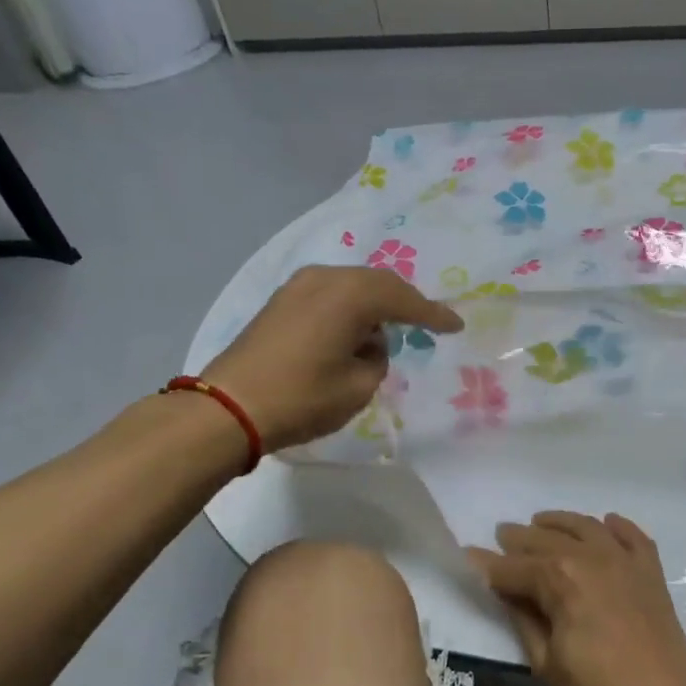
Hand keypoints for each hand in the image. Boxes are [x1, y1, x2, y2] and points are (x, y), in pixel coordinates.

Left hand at [203, 266, 462, 452]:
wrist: (228, 407)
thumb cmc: (302, 398)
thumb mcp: (358, 386)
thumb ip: (377, 359)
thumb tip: (367, 344)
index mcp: (351, 295)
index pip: (404, 300)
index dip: (433, 315)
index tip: (456, 326)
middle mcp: (326, 278)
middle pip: (378, 284)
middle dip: (404, 303)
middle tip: (428, 322)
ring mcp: (298, 286)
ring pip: (352, 286)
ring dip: (374, 305)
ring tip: (390, 329)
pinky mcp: (281, 300)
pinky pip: (329, 294)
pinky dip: (348, 308)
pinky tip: (354, 329)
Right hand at [468, 512, 685, 685]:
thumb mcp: (546, 661)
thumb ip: (523, 616)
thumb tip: (503, 589)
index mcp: (561, 578)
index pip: (514, 567)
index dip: (488, 565)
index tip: (469, 556)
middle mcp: (592, 556)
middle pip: (547, 539)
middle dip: (519, 539)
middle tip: (501, 536)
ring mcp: (626, 560)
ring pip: (586, 527)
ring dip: (560, 522)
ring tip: (540, 522)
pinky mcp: (651, 572)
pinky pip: (632, 536)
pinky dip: (615, 526)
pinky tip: (605, 523)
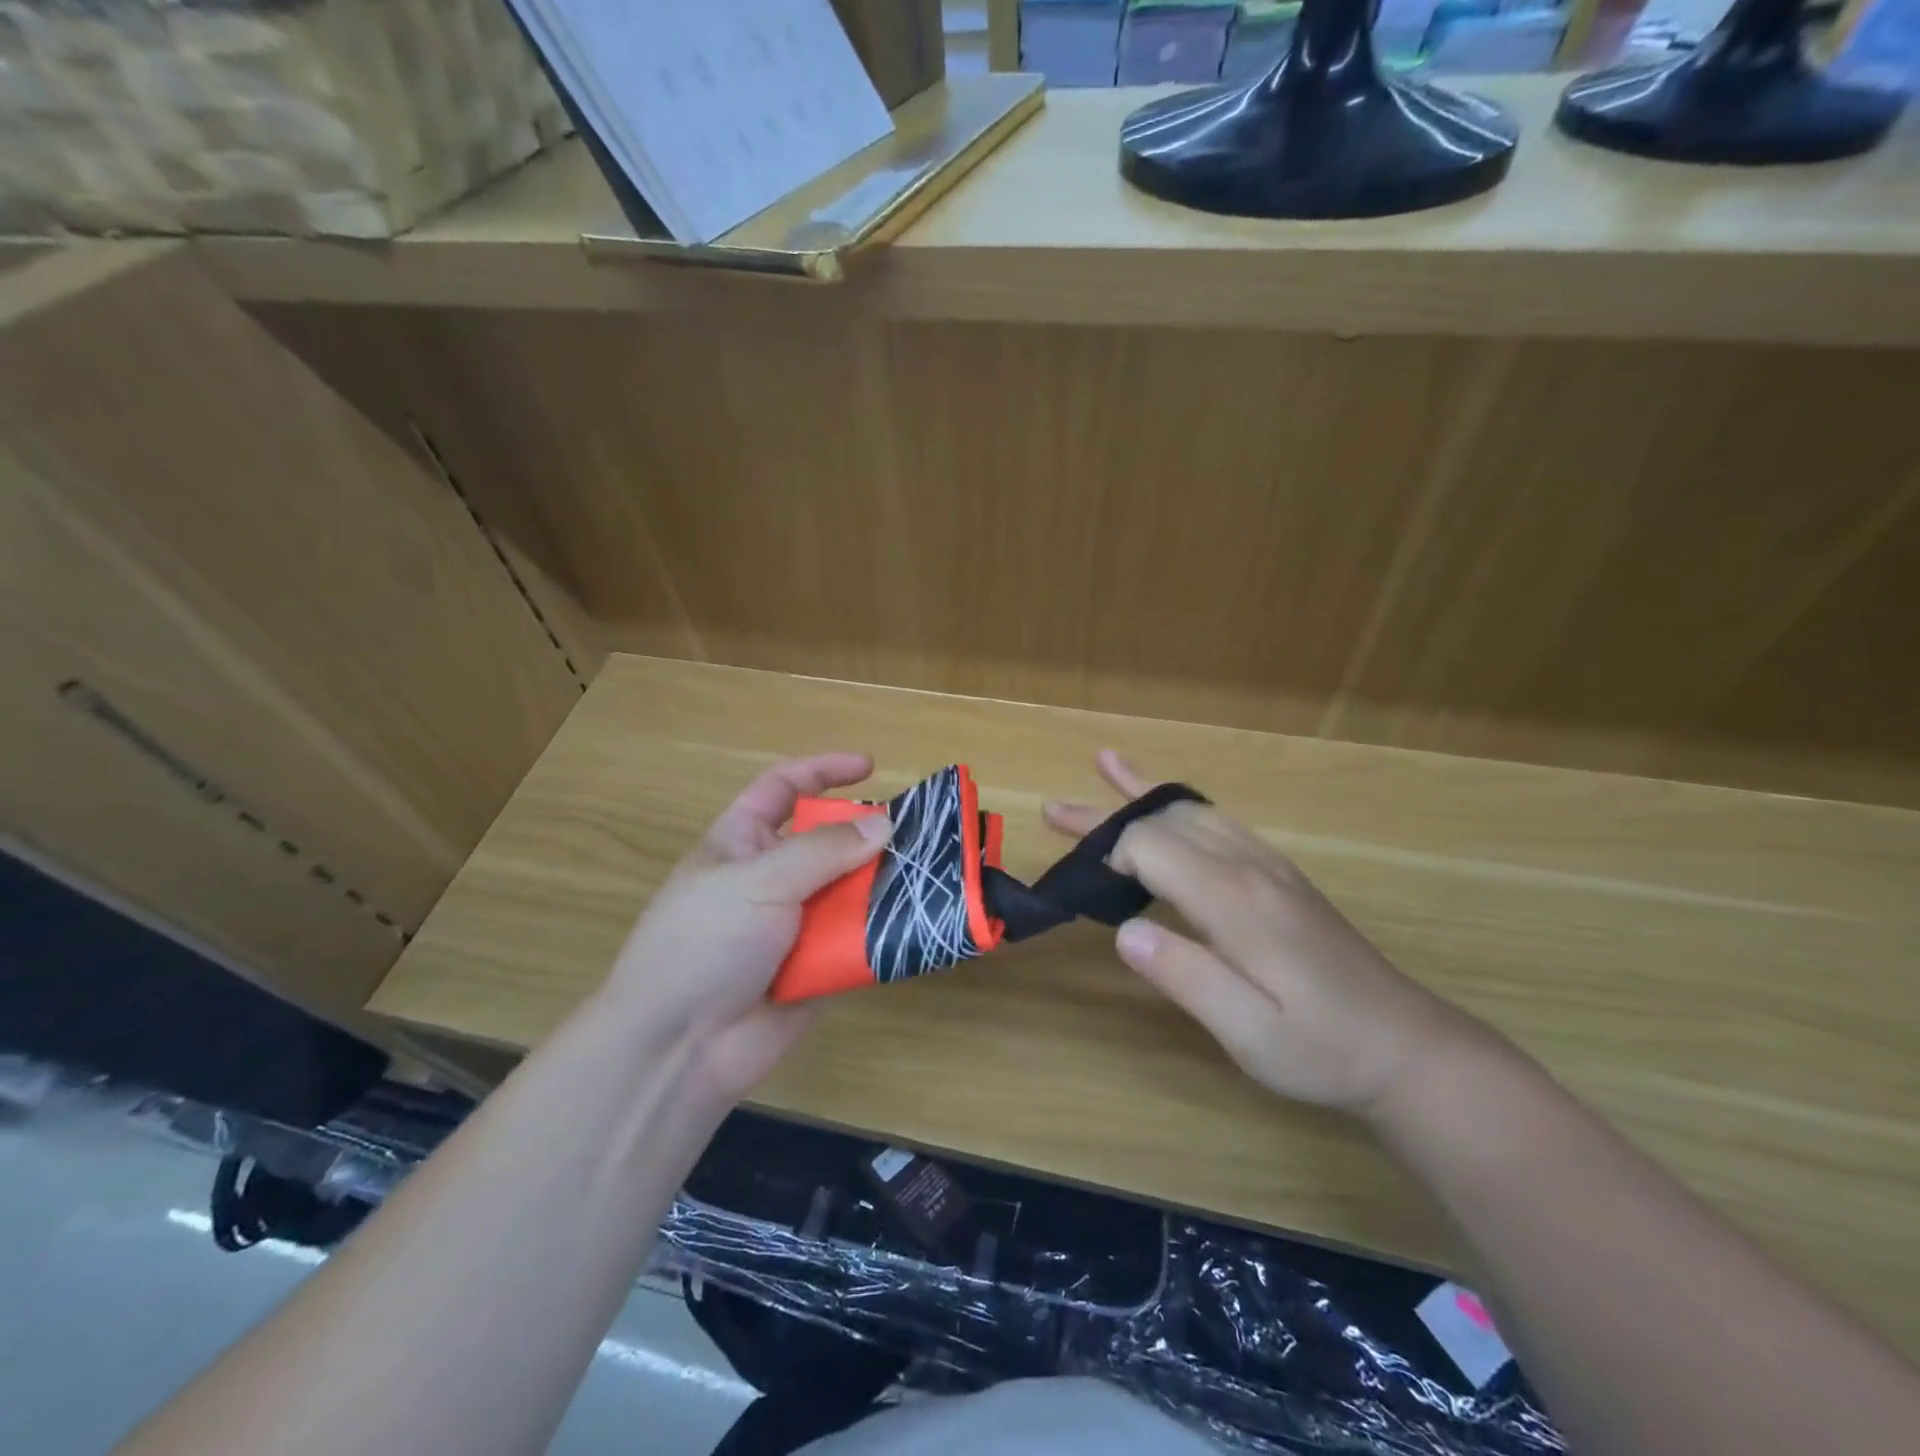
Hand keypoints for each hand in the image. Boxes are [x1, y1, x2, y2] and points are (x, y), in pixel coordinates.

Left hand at [599, 753, 890, 1102]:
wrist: (679, 1047)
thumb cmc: (706, 942)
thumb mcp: (760, 880)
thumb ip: (825, 849)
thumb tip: (885, 824)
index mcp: (742, 842)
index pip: (784, 789)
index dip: (823, 771)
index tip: (871, 767)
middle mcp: (772, 877)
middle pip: (830, 841)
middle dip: (871, 836)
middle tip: (921, 834)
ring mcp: (795, 923)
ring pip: (851, 890)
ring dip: (885, 885)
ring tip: (933, 876)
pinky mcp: (817, 966)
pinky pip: (859, 939)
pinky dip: (885, 932)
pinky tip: (920, 923)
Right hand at [1045, 750, 1490, 1121]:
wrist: (1409, 1050)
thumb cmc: (1322, 1048)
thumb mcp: (1248, 1033)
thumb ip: (1184, 976)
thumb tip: (1123, 934)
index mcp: (1235, 899)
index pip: (1151, 846)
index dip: (1107, 855)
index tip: (1082, 886)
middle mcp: (1249, 867)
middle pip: (1165, 819)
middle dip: (1106, 813)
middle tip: (1052, 810)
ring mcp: (1270, 866)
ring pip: (1196, 810)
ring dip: (1144, 793)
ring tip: (1106, 765)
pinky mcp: (1281, 877)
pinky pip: (1222, 821)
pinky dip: (1183, 805)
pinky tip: (1171, 808)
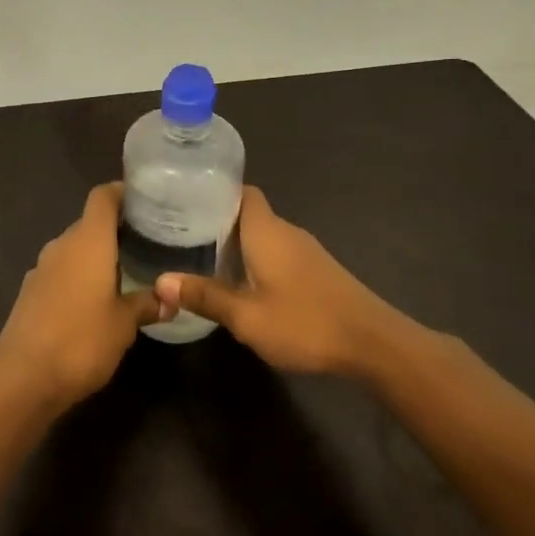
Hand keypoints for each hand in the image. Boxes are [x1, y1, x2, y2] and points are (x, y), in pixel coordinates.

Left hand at [0, 184, 159, 406]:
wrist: (23, 378)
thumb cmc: (81, 341)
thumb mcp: (124, 325)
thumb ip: (147, 304)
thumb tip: (170, 297)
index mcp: (87, 241)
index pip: (103, 197)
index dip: (123, 192)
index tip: (146, 201)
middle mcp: (61, 245)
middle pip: (89, 222)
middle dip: (116, 229)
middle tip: (147, 242)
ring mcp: (41, 268)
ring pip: (74, 249)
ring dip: (96, 256)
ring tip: (126, 272)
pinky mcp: (30, 292)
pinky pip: (61, 272)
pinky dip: (79, 276)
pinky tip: (95, 300)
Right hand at [155, 186, 402, 376]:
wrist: (373, 344)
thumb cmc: (305, 322)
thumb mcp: (246, 317)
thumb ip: (205, 296)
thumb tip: (161, 281)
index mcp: (266, 230)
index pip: (241, 191)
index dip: (215, 191)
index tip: (186, 200)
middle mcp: (286, 231)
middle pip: (248, 213)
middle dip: (217, 220)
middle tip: (181, 234)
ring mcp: (305, 251)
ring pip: (263, 235)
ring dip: (237, 243)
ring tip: (203, 258)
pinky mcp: (317, 271)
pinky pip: (277, 252)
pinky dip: (256, 259)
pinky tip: (242, 283)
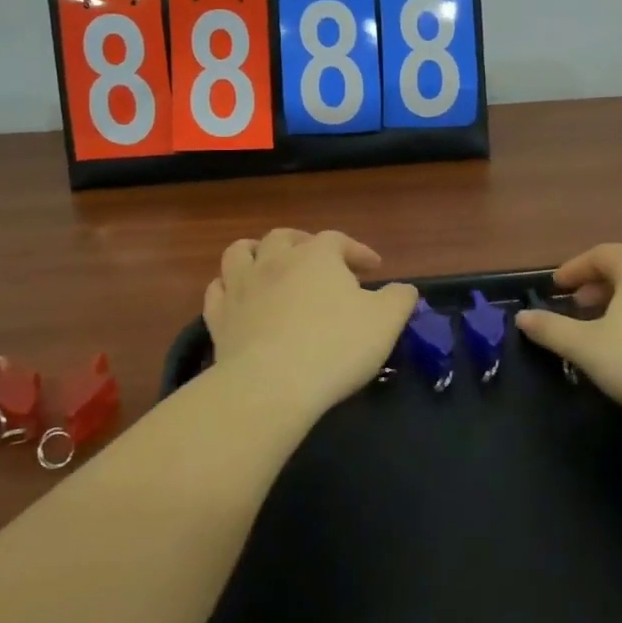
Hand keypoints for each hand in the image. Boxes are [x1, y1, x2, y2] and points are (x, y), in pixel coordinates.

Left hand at [204, 229, 418, 416]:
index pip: (338, 240)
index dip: (357, 251)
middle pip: (285, 237)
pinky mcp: (218, 317)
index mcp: (316, 256)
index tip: (374, 268)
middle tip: (320, 262)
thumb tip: (405, 289)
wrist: (272, 384)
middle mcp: (275, 260)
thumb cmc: (335, 346)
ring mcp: (241, 286)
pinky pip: (216, 289)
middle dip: (304, 243)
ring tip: (268, 263)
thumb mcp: (385, 322)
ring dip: (256, 252)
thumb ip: (399, 299)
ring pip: (240, 252)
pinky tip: (238, 297)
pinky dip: (228, 287)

* **To do**:
From the data, work out how many lines include the word "Left"; the reply is that number and nothing else.

* **Solution to this exercise**:
4